* TO DO:
Search the records for the string "Rottendorfer", then copy each line that has it.

Stored entries:
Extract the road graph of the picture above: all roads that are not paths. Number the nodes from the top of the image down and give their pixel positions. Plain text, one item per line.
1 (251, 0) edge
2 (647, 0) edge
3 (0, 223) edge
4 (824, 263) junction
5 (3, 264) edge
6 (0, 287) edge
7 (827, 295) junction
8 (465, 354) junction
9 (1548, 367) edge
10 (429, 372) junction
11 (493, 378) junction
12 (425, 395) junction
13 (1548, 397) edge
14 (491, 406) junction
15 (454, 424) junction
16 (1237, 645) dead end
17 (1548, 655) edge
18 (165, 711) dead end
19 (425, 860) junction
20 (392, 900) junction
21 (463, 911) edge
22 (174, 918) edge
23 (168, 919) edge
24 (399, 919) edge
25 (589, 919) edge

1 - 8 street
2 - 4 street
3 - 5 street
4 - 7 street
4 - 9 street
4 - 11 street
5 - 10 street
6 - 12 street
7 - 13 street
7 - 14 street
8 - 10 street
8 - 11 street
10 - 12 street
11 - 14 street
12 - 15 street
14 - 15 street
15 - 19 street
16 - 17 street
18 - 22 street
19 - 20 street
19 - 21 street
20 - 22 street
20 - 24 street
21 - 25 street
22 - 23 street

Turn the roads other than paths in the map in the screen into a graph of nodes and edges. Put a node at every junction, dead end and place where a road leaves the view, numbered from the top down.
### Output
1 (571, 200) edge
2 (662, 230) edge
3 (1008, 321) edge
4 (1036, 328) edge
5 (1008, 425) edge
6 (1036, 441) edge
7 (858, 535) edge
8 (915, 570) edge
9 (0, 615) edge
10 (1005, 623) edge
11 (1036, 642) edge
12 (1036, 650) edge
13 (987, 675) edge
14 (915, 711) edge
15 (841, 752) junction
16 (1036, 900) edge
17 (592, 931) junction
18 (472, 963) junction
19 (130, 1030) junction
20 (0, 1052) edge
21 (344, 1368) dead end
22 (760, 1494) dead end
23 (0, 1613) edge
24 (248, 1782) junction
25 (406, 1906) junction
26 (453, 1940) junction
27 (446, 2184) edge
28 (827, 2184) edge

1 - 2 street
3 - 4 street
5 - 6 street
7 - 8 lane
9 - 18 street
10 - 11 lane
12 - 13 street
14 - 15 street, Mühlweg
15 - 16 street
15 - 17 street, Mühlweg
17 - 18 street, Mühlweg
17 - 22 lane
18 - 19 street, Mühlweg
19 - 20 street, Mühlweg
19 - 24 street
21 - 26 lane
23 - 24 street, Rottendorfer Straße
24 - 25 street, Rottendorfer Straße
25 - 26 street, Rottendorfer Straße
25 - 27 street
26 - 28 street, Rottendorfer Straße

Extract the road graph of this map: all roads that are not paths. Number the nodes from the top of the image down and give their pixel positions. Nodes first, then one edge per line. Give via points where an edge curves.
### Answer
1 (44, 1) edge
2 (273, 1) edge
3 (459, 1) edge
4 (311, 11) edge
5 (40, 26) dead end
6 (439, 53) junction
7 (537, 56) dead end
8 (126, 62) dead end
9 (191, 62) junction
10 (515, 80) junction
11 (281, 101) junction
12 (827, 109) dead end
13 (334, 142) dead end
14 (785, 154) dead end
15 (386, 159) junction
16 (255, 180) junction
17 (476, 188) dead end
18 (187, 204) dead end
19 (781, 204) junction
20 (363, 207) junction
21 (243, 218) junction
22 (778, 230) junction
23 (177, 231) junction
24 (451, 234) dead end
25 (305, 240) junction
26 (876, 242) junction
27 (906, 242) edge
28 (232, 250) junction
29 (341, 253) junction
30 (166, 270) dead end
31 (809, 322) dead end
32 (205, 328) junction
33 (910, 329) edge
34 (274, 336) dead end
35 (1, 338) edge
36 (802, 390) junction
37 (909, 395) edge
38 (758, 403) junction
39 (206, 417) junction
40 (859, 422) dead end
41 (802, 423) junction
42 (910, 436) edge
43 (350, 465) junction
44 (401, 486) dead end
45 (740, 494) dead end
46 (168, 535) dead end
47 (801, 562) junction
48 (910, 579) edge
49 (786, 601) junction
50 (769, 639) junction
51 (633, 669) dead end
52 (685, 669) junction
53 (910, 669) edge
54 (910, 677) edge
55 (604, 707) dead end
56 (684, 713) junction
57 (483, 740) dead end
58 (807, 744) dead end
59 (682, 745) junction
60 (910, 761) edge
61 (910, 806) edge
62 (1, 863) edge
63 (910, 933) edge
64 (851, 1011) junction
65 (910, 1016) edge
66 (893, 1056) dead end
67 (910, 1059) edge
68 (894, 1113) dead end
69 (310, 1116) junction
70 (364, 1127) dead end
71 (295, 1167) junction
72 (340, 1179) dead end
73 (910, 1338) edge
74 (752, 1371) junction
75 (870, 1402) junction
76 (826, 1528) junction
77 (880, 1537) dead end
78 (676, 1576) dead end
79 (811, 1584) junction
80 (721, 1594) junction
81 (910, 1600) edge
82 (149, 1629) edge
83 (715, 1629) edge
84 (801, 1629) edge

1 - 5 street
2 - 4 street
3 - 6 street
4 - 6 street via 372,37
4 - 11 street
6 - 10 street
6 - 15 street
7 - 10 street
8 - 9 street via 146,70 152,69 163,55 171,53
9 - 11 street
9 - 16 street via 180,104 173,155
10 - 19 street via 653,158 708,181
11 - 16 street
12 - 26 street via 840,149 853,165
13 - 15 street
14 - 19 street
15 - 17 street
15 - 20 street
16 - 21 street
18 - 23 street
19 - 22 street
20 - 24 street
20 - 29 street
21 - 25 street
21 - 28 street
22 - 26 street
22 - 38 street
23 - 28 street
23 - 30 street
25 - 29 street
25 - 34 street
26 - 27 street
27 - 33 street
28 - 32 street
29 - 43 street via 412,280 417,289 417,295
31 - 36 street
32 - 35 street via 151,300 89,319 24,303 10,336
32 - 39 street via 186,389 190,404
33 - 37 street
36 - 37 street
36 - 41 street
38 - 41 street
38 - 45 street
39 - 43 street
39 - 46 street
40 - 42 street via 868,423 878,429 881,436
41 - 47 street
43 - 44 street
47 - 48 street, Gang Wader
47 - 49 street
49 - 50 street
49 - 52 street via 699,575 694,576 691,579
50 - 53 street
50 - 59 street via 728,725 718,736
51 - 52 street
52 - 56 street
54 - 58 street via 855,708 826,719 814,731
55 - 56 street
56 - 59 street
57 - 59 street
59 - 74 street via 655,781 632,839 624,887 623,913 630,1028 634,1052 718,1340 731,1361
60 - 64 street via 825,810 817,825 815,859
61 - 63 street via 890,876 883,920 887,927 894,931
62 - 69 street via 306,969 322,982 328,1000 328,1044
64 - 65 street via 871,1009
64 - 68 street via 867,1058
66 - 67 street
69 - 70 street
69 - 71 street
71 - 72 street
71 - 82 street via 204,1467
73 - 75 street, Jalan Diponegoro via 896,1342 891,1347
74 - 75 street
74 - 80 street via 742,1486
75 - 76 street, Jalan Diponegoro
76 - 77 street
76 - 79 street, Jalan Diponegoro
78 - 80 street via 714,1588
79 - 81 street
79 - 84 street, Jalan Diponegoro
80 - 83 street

* REPLY:
23 - 24 street, Rottendorfer Straße
24 - 25 street, Rottendorfer Straße
25 - 26 street, Rottendorfer Straße
26 - 28 street, Rottendorfer Straße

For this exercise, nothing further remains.